• cincture •
singk-chUr • Hear it!
Part of Speech: Noun
Meaning: 1. The action of encircling or girdling, going all the way around something. 2. Any item such as a belt or sash worn around the waist, especially around the habit of a monk or nun. 3. Any object that encircles, as 'the cincture of seas that girds the Earth'.
Notes: I have been noticing a wide variety of objects used as belts or sashes on women's clothes over the past few years. Today's word is a good one to indicate either a belt or sash, but it also applies to anything worn around the waist: a scarf, neckerchief, a braid of flowers, or chain of handkerchiefs. We may also cincture these objects to our waists; that is, we may also use this word as a verb.
In Play: I've been told that what goes around, comes around. Well, that sounds very much like a cincture: "Cal O'Bash sat in his lounge chair with a cincture of smoke from his pipe circumnavigating his head." Most often this word refers to things that go around the waist: "Rose Bush wore a cincture of clover blossoms around her waist to the picnic."

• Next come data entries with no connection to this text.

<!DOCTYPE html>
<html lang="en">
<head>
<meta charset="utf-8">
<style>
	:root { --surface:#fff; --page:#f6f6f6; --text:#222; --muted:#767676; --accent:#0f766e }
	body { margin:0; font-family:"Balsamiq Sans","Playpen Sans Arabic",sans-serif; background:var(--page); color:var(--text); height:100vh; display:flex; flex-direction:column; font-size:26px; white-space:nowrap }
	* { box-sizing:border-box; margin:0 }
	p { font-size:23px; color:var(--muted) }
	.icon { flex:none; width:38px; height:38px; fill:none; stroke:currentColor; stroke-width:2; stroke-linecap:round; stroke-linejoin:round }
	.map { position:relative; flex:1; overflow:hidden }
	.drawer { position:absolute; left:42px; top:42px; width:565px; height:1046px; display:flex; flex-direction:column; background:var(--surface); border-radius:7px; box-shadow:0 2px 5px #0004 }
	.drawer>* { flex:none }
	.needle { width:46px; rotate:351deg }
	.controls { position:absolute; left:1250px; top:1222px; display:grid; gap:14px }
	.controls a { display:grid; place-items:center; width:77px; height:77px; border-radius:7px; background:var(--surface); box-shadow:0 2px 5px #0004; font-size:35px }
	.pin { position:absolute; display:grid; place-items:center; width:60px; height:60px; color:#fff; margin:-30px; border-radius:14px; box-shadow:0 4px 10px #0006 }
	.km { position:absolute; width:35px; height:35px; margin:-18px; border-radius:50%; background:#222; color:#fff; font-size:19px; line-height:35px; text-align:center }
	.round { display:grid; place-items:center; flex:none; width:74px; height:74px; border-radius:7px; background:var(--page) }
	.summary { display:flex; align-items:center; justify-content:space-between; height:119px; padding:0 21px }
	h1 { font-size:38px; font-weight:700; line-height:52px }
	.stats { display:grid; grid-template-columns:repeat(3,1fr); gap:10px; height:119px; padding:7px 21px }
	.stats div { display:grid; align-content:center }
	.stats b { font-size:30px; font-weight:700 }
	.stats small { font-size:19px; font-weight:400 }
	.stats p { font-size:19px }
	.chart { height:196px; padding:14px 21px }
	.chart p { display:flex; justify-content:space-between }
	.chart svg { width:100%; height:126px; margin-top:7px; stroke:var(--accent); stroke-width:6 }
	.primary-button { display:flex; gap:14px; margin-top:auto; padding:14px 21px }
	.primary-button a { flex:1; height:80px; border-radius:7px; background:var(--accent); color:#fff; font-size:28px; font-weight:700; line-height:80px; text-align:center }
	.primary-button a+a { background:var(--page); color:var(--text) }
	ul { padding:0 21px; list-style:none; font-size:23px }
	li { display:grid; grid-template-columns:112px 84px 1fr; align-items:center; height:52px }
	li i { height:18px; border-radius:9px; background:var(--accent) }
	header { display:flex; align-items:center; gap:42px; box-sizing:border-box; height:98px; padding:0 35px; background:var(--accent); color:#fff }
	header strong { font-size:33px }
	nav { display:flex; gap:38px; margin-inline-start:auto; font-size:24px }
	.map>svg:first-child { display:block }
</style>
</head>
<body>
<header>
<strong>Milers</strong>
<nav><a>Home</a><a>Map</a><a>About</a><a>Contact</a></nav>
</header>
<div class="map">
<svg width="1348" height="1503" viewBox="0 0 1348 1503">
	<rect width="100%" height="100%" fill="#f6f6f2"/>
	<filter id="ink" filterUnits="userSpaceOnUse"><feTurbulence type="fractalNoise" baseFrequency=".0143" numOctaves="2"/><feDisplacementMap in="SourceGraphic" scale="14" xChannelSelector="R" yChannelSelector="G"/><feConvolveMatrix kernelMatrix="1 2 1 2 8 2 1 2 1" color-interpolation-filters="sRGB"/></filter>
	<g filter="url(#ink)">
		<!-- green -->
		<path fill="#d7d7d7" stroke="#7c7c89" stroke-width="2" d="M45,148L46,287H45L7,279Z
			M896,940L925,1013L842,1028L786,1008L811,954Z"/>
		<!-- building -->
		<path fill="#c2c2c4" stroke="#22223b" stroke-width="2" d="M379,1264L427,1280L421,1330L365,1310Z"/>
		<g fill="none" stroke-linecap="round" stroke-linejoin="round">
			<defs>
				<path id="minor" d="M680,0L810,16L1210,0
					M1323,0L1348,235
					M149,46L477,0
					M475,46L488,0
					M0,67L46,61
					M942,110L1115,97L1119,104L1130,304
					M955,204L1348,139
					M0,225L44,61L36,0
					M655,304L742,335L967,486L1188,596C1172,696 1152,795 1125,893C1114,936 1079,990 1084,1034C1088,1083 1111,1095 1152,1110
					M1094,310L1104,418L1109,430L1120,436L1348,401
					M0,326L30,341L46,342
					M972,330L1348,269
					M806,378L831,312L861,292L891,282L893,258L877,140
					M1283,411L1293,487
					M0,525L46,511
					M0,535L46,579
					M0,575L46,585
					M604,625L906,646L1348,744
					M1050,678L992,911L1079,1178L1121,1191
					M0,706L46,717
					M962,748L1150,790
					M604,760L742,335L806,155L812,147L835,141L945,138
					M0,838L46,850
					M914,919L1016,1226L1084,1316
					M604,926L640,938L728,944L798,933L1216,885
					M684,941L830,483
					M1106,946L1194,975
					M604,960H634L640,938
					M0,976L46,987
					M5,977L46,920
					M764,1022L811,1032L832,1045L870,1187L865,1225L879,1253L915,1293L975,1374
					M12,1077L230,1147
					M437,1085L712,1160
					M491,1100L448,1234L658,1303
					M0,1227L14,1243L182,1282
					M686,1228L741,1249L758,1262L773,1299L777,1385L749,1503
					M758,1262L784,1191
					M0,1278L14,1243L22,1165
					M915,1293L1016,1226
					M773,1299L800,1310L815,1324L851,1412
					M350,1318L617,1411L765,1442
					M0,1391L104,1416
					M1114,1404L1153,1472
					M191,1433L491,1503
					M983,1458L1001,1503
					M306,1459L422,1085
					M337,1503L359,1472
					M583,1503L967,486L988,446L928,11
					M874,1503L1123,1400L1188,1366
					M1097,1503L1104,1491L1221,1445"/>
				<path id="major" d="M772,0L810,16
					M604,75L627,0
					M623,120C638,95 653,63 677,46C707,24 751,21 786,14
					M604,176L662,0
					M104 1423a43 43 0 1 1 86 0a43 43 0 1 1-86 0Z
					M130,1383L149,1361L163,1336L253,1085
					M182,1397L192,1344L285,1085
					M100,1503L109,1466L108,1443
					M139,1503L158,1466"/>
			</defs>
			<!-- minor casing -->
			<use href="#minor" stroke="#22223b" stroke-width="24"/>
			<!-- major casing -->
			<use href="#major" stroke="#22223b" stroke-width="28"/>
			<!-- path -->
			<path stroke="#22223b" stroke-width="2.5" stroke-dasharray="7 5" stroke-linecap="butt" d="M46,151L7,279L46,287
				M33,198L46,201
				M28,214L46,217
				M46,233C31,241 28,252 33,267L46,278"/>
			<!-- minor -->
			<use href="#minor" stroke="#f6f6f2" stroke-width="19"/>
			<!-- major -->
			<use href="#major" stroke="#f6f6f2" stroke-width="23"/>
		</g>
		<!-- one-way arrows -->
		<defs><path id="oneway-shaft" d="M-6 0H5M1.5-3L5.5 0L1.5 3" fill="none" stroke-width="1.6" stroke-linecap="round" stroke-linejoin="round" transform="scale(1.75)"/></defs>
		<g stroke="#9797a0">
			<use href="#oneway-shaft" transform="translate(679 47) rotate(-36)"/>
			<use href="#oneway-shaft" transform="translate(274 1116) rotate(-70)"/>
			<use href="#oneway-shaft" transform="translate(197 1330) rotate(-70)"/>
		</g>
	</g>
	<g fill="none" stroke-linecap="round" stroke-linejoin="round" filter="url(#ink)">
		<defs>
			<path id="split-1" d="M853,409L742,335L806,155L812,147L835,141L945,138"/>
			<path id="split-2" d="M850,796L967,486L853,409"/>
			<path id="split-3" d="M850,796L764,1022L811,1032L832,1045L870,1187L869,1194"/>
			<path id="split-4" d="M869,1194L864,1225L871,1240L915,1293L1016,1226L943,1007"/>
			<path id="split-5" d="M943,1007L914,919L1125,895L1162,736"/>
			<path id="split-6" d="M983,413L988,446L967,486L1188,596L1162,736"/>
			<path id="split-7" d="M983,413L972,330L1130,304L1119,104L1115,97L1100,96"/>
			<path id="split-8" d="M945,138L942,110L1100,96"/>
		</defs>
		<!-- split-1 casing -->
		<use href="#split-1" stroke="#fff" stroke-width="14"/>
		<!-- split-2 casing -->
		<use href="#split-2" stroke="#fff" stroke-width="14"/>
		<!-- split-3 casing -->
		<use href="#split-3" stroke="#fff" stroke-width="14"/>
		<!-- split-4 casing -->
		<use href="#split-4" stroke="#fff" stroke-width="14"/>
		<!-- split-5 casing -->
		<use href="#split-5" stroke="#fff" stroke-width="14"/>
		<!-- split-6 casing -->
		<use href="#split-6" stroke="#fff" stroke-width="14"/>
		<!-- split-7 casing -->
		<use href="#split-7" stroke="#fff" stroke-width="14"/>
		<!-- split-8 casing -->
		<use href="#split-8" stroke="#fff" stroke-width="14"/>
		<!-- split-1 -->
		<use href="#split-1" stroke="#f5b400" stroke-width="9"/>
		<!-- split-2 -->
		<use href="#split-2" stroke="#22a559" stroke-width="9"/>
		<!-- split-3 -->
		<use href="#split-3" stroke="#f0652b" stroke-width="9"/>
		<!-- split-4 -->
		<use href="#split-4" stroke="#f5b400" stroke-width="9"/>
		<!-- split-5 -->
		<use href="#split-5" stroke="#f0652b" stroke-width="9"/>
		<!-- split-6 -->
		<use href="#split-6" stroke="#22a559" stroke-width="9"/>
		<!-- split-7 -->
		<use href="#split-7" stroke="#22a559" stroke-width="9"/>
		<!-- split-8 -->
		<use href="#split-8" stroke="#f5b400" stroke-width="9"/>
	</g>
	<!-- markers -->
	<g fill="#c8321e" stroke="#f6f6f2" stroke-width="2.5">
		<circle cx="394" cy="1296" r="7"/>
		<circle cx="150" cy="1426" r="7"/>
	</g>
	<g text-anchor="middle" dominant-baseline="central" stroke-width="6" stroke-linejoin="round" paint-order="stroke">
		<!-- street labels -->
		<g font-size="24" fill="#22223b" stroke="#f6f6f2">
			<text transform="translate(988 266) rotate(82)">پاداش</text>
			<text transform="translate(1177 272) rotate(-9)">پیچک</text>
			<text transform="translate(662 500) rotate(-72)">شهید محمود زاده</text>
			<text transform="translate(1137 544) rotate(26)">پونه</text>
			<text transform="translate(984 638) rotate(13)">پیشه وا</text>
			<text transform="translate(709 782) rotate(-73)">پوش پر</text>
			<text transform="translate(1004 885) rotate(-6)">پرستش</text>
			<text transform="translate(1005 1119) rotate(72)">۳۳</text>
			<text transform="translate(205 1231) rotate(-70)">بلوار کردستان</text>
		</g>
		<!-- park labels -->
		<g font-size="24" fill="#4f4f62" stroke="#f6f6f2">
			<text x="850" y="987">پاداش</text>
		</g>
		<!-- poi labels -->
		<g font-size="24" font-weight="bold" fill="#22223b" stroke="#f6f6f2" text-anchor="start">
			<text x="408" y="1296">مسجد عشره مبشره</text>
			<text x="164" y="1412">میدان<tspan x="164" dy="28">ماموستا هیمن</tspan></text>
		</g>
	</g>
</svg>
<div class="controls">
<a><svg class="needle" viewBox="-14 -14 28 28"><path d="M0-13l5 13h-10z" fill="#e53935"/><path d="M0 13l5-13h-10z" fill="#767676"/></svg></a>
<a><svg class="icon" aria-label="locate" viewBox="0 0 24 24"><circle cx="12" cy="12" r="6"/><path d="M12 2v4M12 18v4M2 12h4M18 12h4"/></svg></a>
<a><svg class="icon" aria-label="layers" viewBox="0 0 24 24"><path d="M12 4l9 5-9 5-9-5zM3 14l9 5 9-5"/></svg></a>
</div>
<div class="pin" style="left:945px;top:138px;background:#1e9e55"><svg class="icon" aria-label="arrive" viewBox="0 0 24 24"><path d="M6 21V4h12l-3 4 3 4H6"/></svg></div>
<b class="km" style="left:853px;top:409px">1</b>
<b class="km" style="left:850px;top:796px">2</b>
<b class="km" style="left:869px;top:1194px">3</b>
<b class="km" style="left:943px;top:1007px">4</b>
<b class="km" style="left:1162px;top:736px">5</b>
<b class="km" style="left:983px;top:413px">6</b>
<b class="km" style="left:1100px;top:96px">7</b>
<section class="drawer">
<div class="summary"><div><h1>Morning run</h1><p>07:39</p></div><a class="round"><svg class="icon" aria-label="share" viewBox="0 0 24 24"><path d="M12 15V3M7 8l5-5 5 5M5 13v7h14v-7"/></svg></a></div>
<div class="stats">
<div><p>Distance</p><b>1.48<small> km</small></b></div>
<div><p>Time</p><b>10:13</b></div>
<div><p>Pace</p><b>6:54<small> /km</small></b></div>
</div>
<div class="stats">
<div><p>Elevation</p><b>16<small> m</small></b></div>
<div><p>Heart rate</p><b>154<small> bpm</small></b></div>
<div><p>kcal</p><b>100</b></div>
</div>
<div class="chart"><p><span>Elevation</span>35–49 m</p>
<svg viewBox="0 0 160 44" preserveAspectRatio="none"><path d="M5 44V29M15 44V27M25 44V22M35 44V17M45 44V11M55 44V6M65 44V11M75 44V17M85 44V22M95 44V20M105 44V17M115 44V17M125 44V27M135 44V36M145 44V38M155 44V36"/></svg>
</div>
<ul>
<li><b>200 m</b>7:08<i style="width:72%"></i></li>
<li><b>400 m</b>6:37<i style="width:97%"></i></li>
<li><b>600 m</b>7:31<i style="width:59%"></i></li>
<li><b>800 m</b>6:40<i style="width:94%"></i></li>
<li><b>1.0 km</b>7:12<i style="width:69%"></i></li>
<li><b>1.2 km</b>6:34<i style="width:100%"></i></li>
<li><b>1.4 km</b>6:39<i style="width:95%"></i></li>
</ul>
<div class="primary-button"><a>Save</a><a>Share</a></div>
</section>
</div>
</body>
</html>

Word History: Here is another Good Word that English borrowed from French. It originated in Latin cinctura, derived from the verb cingere "to gird". The other noun from this verb, cingulum "girdle", became Spanish cincha "girth, saddle strap", which English borrowed as cinch. Because the cinch that holds a saddle on a horse is tight and secure, this word went on to assume the meaning "a sure thing"—'That's a cinch!' A tightly written document is succinct, a word from Latin succingere "to tuck up from below" (as 'to ready for battle), originally from sub "(from) below" + cingere. (Now I will tighten up today's Good Word with a note of thanks to N. J. Olsen, who suggested we explore surcingle, a band for tying objects to the backs of animals. I thought the meaning of today's word close but broader in meaning, and thus more widely applicable. Larry Brady suggested the name Cal O'Bash.)